Antes, hace años, solía oírse (que no escucharse) mucho eso de que los tebeos eran para niños. Y sí, y no. Los que eran para niños, lo eran, y los que no, pues no lo eran. Pero es cierto que en un momento dado la balanza se inclinó hacia un lado, y en ocasiones parecía que las viñetas se habían olvidado de los más pequeños de cada casa (de los humanos, claro, los peludos no saben leer. Aunque molaría, ¿verdad?).

Por suerte con el paso del tiempo todo se ha ido equilibrando, y ahora uno puede ir a la Fnac o a Norma Cómics, o a la librería en la que haga sus compras y encontrar un buen número de títulos como Timo, el aventurero, Enola Holmes y el sorprendente caso de Lady Alistair o Frost, perrito de aventuras.

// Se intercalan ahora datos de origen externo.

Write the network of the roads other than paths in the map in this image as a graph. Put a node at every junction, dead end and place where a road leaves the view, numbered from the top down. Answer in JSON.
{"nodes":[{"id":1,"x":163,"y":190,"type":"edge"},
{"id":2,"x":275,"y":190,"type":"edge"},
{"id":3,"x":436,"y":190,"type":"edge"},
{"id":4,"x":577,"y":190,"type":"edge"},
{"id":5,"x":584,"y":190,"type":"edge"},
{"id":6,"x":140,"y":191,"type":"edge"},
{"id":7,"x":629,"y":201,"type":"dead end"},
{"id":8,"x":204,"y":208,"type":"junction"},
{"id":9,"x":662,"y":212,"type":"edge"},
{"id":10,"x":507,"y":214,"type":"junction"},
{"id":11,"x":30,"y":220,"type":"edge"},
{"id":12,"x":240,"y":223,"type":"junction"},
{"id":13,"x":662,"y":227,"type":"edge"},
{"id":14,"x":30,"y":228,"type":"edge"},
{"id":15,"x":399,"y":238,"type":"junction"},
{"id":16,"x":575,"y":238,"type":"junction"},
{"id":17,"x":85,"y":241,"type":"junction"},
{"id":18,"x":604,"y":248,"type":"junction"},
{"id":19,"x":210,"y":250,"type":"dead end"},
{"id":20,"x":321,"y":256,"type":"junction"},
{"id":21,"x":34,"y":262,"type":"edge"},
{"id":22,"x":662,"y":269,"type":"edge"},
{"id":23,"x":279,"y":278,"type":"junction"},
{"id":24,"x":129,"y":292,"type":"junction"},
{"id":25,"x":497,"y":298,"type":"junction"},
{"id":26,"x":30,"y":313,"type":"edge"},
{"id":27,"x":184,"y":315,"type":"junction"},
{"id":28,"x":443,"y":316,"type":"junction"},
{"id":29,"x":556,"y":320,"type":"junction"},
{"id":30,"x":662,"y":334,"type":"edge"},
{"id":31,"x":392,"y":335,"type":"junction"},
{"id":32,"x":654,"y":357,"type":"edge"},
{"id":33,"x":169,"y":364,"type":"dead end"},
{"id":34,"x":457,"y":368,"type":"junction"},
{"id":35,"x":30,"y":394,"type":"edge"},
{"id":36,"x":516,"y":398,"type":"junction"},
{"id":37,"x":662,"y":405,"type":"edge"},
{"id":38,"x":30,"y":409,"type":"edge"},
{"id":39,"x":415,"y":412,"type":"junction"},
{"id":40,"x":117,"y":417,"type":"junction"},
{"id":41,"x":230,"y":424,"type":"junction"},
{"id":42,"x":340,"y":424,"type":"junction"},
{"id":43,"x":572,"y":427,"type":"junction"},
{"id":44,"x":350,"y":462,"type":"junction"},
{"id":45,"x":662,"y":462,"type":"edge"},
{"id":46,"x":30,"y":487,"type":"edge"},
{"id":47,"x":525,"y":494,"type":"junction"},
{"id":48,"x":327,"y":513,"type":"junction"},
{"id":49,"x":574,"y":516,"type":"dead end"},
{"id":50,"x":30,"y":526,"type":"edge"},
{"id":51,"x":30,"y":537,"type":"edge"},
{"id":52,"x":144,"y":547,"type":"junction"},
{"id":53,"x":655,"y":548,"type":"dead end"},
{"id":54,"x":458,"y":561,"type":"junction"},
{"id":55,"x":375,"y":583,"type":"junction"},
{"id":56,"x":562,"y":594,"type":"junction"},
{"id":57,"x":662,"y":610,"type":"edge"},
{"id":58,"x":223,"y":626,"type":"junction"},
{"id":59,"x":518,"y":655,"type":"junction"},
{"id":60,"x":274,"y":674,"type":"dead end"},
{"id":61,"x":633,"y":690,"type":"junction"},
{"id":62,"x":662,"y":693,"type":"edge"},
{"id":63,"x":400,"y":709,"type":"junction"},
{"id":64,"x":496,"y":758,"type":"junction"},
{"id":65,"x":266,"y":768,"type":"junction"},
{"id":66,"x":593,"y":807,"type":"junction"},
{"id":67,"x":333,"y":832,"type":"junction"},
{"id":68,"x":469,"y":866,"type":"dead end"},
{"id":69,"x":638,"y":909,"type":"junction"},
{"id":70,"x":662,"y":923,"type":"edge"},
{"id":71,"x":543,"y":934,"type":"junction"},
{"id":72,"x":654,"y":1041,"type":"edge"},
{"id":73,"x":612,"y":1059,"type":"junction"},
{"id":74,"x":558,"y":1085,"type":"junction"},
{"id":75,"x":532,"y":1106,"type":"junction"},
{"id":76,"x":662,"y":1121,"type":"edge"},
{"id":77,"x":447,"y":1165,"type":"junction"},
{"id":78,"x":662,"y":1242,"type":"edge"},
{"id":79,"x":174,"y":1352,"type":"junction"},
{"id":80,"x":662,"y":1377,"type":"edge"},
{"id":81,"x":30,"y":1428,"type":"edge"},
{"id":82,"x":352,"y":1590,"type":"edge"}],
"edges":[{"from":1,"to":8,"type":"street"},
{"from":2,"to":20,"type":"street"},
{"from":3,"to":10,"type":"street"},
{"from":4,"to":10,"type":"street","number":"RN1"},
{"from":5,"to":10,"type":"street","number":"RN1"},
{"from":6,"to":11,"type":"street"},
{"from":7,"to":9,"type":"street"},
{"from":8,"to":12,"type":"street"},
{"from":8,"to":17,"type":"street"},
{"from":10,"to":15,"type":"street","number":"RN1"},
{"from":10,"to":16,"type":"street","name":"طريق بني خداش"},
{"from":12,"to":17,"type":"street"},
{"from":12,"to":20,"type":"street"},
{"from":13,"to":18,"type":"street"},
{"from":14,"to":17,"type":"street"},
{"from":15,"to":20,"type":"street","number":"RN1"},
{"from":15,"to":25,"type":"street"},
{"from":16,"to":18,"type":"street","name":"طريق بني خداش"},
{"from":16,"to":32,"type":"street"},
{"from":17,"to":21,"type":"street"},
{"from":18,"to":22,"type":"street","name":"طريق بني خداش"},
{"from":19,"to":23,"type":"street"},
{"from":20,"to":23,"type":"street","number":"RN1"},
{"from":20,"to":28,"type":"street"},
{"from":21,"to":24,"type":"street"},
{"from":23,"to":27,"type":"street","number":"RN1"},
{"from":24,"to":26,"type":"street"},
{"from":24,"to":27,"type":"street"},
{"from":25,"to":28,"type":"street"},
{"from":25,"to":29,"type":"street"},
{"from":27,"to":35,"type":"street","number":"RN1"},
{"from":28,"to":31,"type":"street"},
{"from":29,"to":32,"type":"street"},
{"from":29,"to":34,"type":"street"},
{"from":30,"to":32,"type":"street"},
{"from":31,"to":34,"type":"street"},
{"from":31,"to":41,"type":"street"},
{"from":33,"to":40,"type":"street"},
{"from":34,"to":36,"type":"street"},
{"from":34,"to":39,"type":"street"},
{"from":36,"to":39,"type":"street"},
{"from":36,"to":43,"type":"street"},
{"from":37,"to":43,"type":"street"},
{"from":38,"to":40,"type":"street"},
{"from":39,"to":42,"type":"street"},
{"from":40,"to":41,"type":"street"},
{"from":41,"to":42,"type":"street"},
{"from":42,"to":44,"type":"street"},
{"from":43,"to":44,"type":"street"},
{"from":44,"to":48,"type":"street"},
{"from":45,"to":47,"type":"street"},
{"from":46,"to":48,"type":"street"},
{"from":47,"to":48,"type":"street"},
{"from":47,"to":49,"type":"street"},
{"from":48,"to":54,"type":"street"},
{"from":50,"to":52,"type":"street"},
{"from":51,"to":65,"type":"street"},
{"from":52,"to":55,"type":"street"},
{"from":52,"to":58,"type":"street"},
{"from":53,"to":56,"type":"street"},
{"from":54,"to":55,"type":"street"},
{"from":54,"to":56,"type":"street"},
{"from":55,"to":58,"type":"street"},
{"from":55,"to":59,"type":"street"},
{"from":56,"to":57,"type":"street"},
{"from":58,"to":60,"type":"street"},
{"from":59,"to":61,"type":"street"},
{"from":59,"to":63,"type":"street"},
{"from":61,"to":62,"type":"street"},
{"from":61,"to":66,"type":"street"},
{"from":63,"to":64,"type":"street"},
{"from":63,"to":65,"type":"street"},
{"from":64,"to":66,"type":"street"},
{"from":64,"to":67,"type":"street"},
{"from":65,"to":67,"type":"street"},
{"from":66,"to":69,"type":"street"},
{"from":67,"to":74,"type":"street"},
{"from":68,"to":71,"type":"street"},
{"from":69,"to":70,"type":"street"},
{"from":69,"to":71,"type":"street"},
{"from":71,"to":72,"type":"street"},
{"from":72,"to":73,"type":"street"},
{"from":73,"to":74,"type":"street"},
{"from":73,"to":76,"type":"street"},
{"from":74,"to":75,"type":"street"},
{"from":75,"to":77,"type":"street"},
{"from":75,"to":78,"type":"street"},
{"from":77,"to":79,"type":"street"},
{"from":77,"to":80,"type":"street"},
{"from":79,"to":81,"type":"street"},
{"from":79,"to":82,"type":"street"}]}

Historias que usan conceptos ya conocidos, pero a los que siempre se puede dar una vuelta de tuerca para crear algo diferente. Precisamente lo que hacen Katie O´Neill. Mr Tan y Mathilde Domecq en sus recientes trabajos, publicados con La Cúpula y Nuevo Nueve en nuestro país de forma respectiva. Dos títulos muy distintos, tanto en ideas como enfoques, no digamos ya en narrativa e ilustración, que demuestran una vez más que aunque no haya nada nuevo bajo el solo, eso no quiere decir que lo hayamos visto todo.

Si hablamos de Katie O´Neill, uno de los nombres que más ha subido en el mundo del cómic en los últimos años, presenta en Érase una vez dos princesas un sencillo y típico cuento de hadas. Los malos son muy malos, los buenos muy buenos, hay una princesa en peligro, alguien que va a salvarla, un reino que necesita un nuevo rey (o reina), y todo ello con el delicioso mundo naíf lleno de color que la autora sabe crear. Y por supuesto, con varios cambios respecto lo que hasta hace algunos años era lo tradicional en este tipo de historias, para adecuarlo a los cánones de hoy que no son (ni de lejos) los de hace décadas.

Muy distinto es el trabajo de Tan y Domecq en Shaker Monster: ¡Sálvese quien pueda!, que es una aventura sencilla y dinámica en la que una pareja de niños se mete en problemas, debiendo trabajar juntos para solucionarlo. Todo viene por una coctelera y los monstruos que alberga dentro, seres diferentes a los humanos pero llenos de bondad y de sentimientos, capaces de lanzar mocos o de hacer que estos desaparezcan en un segundo. Una trama que encajaría muy bien en Netflix de hacerse una serie de animación, y con un primer tomo que serviría a la perfección como episodio piloto.

Dos obras muy diferentes, ambas enfocadas a los pequeños, que dejan claro lo que se ha comentado ya, que aunque no haya nuevo bajo el sol todavía se pueden crear historias que nos atrapen (y nos arropen).

Disfrutad de las princesas, de los dragones, de los mocos y de los monstruos.